Científicos descubren accidentalmente como transformar el CO2 en Etanol

El proceso es barato, eficiente y escalable, y podrá ser usado para remover grandes cantidades de CO2 de la atmósfera.


Científicos del Laboratorio Nacional de Oak Ridge en Tennessee han descubierto una reacción química que transforma al CO2 en etanol, creando potencialmente una nueva tecnología para combatir el cambio climático. El descubrimiento fue publicado esta semana en la revista especializada ChemistrySelect.

Los investigadores, mientras intentaban encontrar una serie de reacciones químicas que les permitieran transformar el CO2 en un combustible útil, notaron que el primer paso de sus procesos realmente lo hacia todo de una vez.

La tecnología involucra una nueva aleación de cobre y carbono, en un formato de nano puntas en una superficie de silicón.

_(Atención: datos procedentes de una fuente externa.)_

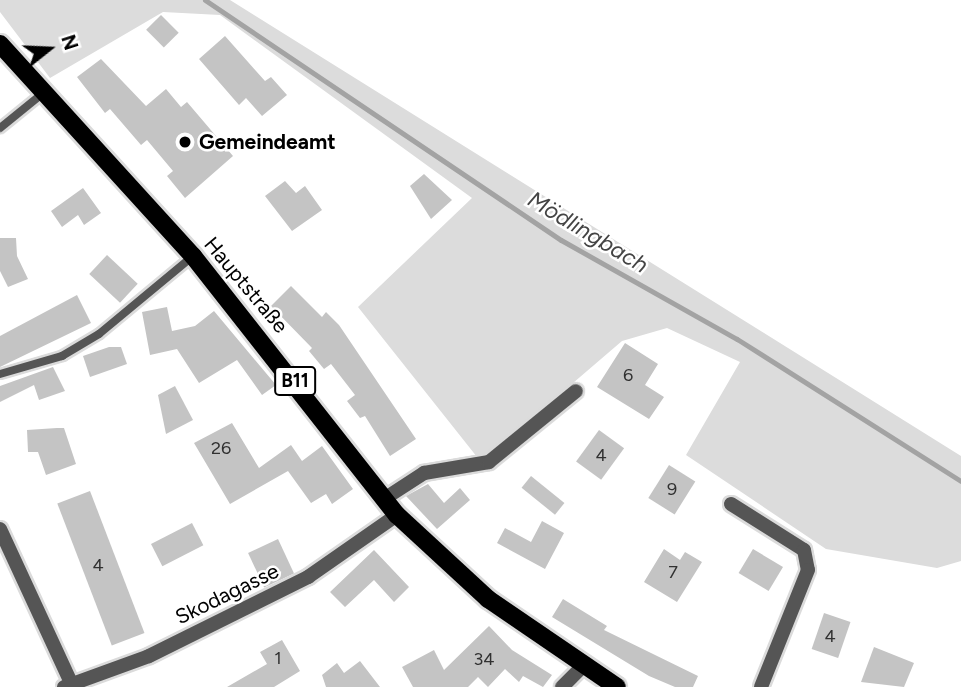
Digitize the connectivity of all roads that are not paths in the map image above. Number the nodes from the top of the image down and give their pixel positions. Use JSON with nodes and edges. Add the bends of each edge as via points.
{"nodes":[{"id":1,"x":0,"y":44,"type":"edge"},
{"id":2,"x":43,"y":93,"type":"junction"},
{"id":3,"x":0,"y":128,"type":"edge"},
{"id":4,"x":193,"y":256,"type":"junction"},
{"id":5,"x":0,"y":374,"type":"edge"},
{"id":6,"x":576,"y":391,"type":"dead end"},
{"id":7,"x":384,"y":499,"type":"junction"},
{"id":8,"x":731,"y":504,"type":"dead end"},
{"id":9,"x":397,"y":515,"type":"junction"},
{"id":10,"x":0,"y":529,"type":"edge"},
{"id":11,"x":584,"y":665,"type":"junction"},
{"id":12,"x":69,"y":686,"type":"edge"},
{"id":13,"x":562,"y":687,"type":"edge"},
{"id":14,"x":617,"y":687,"type":"edge"},
{"id":15,"x":761,"y":687,"type":"edge"}],
"edges":[{"from":1,"to":2,"type":"main road","name":"Hauptstraße","number":"B11"},
{"from":2,"to":3,"type":"lane"},
{"from":2,"to":4,"type":"main road","name":"Hauptstraße","number":"B11"},
{"from":4,"to":5,"type":"lane","via":[[99,334],[62,356]]},
{"from":4,"to":7,"type":"main road","name":"Hauptstraße","number":"B11"},
{"from":6,"to":7,"type":"street","via":[[489,462],[424,473]]},
{"from":7,"to":9,"type":"main road","name":"Hauptstraße","number":"B11"},
{"from":8,"to":15,"type":"street","via":[[804,550],[808,570]]},
{"from":9,"to":11,"type":"main road","name":"Hauptstraße","number":"B11","via":[[488,599]]},
{"from":9,"to":12,"type":"street","name":"Skodagasse","via":[[308,577],[149,656]]},
{"from":10,"to":12,"type":"street"},
{"from":11,"to":13,"type":"street"},
{"from":11,"to":14,"type":"main road","name":"Hauptstraße","number":"B11"}]}
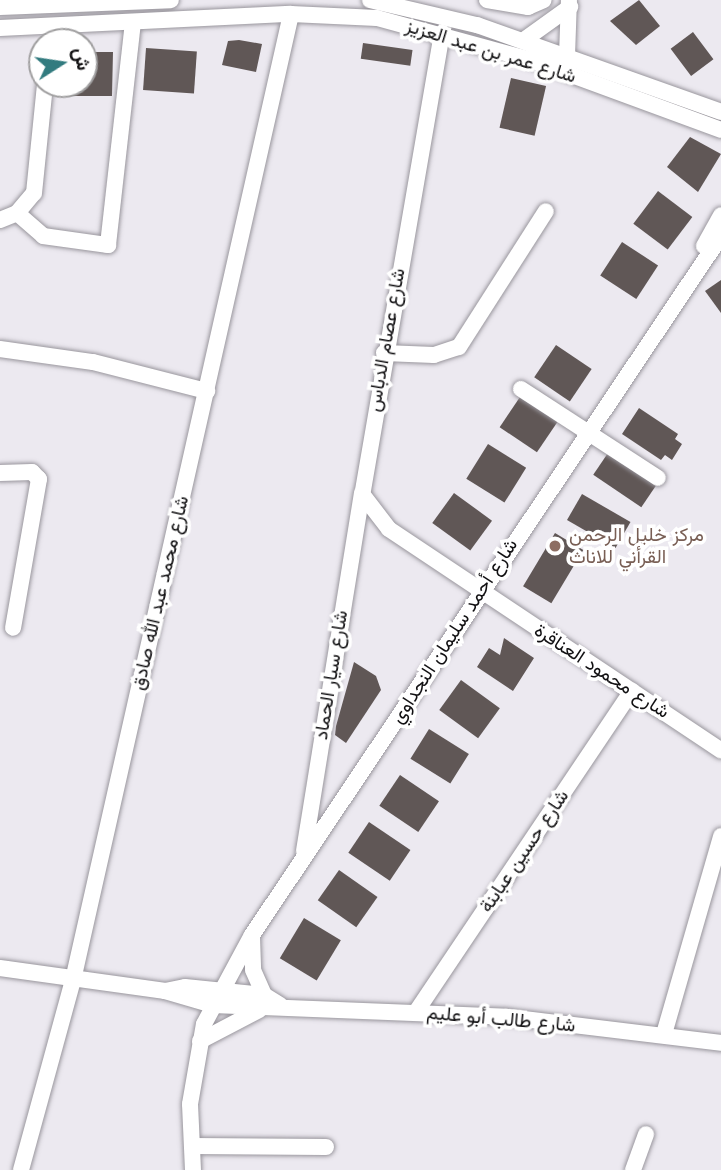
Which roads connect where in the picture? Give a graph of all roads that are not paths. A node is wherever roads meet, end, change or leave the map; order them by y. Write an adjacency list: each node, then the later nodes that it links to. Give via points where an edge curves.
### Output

La nanotecnología permite que las reacciones químicas sean muy precisas, haciéndola altamente eficiente y produciendo muy pocos desechos.

El film de silicón nanotexturado contiene nano puntas de aproximadamente 50 a 80 nanómetros de largo, cada una de las cuales consiste de capas de carbono terminado en puntas de 2 nanómetros de espesor.

El dispositivo actúa como un catalizador compuesto por 2 electrodos a través de los cuales circula una corriente eléctrica que produce una reacción electroquímica que causa que una gran cantidad de los electrones de las partículas de CO2 sean dimerizados (una reacción química en la que dos moléculas de subunidades idénticas denominadas monómeros, forman una estructura química única) en etanol.

Usando materiales comunes, potenciados por el uso de nanotecnología, hemos podido limitar las reacciones químicas colaterales, quedándonos solo con la que queríamos” señalo Adam Rondinone, uno de los investigadores del equipo.

El proceso tiene múltiples ventajas en comparación con otros métodos para transformar el CO2 en combustible, la reacción usa materiales comunes y de bajo costo como el cobre y el carbono, y convierte al CO2 directamente en etanol, el cual ya es usado ampliamente como combustible en generadores, motores y vehículos.

Pero quizás lo más importante, es que trabaja a temperatura ambiente, lo que significa que puede ser iniciado y detenido con facilidad y sin necesidad de grandes cantidades de energía como otros métodos actuales.

Los investigadores creen que la técnica puede ser fácilmente escalable a niveles comerciales, incluso como alternativa de almacenaje energético donde los exceso de energía generada por plantas solares o de viento podrían ser transformadas en combustible liquido.